Look through the lines below for the word "Perumpadappu", and copy every line that has it.
═══ Data in this exercise
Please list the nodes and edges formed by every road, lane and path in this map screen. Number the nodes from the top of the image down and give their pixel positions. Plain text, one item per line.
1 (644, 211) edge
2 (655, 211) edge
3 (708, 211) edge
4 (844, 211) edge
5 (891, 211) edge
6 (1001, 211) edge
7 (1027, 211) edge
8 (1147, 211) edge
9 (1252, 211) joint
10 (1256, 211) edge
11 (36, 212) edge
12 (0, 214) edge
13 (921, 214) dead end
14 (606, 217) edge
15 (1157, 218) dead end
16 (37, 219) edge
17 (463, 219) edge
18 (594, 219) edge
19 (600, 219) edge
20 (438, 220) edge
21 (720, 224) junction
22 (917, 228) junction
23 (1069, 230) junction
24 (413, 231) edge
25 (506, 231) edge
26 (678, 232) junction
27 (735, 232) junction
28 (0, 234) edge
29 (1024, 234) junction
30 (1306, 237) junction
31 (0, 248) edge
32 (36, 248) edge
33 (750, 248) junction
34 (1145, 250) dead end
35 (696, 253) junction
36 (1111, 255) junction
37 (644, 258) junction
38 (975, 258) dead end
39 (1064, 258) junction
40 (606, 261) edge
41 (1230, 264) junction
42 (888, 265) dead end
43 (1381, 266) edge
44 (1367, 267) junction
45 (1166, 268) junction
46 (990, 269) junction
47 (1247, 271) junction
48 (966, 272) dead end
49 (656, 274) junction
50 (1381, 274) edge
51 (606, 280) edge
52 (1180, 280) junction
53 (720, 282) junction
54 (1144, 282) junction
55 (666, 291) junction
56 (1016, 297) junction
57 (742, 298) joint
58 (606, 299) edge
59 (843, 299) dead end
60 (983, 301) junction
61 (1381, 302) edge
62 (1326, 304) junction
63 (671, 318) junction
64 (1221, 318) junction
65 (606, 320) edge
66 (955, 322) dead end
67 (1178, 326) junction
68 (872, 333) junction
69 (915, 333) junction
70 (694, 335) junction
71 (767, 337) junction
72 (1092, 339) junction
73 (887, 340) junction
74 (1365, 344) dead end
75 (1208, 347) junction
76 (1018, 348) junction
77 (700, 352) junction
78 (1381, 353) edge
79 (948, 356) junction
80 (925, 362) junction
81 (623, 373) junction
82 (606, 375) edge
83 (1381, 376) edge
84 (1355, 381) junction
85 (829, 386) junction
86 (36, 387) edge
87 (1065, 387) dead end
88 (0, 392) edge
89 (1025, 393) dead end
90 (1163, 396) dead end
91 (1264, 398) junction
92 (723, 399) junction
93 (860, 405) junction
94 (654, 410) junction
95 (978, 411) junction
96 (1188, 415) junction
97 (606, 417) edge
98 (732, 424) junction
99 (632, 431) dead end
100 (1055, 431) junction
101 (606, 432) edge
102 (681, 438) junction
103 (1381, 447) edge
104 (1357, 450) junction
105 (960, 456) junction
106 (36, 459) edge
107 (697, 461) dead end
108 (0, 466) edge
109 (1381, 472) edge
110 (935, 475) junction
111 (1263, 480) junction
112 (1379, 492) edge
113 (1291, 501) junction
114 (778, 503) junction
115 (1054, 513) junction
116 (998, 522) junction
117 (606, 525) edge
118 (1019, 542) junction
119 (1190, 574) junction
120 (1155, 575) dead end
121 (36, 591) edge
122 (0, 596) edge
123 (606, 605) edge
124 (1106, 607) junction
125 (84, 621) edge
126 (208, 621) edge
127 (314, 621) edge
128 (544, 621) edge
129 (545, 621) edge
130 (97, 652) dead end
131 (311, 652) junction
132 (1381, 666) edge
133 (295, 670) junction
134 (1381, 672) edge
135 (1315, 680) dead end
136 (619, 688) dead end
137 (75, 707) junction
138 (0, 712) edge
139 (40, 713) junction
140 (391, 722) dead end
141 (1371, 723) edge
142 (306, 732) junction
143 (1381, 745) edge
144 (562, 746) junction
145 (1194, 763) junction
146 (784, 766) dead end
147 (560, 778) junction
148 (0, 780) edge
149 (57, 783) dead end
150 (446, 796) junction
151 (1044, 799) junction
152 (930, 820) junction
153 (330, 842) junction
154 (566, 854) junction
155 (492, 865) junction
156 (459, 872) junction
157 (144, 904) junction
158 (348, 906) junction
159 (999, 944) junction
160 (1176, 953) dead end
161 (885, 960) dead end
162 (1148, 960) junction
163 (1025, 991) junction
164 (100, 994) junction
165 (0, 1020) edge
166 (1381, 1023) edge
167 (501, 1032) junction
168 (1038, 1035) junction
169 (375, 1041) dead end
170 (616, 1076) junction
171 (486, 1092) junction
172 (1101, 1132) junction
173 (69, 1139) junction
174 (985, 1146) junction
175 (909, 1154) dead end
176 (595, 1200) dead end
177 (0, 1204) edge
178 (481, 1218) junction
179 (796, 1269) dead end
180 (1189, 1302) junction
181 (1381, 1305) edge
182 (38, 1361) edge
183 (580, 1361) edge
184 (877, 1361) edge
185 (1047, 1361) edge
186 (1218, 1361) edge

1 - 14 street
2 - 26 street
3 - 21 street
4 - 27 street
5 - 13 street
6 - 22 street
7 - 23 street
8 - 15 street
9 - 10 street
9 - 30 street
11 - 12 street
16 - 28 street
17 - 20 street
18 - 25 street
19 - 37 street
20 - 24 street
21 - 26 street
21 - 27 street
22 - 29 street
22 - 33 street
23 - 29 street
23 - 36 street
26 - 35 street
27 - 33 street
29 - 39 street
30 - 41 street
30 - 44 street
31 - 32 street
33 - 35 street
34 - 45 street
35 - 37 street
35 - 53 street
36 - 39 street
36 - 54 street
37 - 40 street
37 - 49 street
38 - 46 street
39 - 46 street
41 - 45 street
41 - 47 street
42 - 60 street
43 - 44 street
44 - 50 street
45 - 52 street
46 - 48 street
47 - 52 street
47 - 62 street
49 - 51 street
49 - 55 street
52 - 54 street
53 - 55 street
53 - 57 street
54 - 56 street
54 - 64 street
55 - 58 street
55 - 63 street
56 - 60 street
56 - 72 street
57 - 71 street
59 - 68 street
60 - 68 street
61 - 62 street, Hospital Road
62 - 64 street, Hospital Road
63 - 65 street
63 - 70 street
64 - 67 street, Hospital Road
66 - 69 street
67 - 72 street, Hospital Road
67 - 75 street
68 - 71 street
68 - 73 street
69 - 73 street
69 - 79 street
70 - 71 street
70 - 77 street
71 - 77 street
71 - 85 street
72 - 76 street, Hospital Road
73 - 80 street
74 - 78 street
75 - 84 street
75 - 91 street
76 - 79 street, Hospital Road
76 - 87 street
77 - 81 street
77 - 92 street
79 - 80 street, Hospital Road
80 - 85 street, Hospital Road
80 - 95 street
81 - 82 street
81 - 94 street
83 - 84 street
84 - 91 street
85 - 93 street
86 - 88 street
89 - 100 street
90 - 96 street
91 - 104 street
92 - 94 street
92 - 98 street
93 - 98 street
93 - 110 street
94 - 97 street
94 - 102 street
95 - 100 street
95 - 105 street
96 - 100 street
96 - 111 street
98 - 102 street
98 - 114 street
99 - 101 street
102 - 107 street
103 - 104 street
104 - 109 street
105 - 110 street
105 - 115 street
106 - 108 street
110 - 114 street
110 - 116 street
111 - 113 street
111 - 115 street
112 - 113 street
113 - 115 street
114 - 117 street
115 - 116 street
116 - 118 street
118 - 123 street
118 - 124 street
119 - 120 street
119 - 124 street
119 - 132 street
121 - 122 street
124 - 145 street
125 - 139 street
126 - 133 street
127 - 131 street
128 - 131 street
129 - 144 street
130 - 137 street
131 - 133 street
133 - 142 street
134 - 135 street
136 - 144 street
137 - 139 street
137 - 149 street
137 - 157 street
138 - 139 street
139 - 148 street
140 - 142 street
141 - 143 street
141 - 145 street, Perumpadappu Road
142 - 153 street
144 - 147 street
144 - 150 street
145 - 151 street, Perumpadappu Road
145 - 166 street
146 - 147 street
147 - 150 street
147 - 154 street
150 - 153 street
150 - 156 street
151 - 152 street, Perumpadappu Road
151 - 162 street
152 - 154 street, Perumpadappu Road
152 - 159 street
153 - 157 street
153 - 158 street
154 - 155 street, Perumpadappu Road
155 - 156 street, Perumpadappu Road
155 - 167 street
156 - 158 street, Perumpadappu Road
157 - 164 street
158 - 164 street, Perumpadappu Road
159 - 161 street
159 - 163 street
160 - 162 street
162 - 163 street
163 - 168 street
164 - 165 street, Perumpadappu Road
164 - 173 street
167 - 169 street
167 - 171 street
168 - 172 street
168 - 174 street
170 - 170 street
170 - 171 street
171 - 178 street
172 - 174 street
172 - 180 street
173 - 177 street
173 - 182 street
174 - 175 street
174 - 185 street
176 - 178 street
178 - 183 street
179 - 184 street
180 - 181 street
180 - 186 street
══════
▶ Answer:
141 - 145 street, Perumpadappu Road
145 - 151 street, Perumpadappu Road
151 - 152 street, Perumpadappu Road
152 - 154 street, Perumpadappu Road
154 - 155 street, Perumpadappu Road
155 - 156 street, Perumpadappu Road
156 - 158 street, Perumpadappu Road
158 - 164 street, Perumpadappu Road
164 - 165 street, Perumpadappu Road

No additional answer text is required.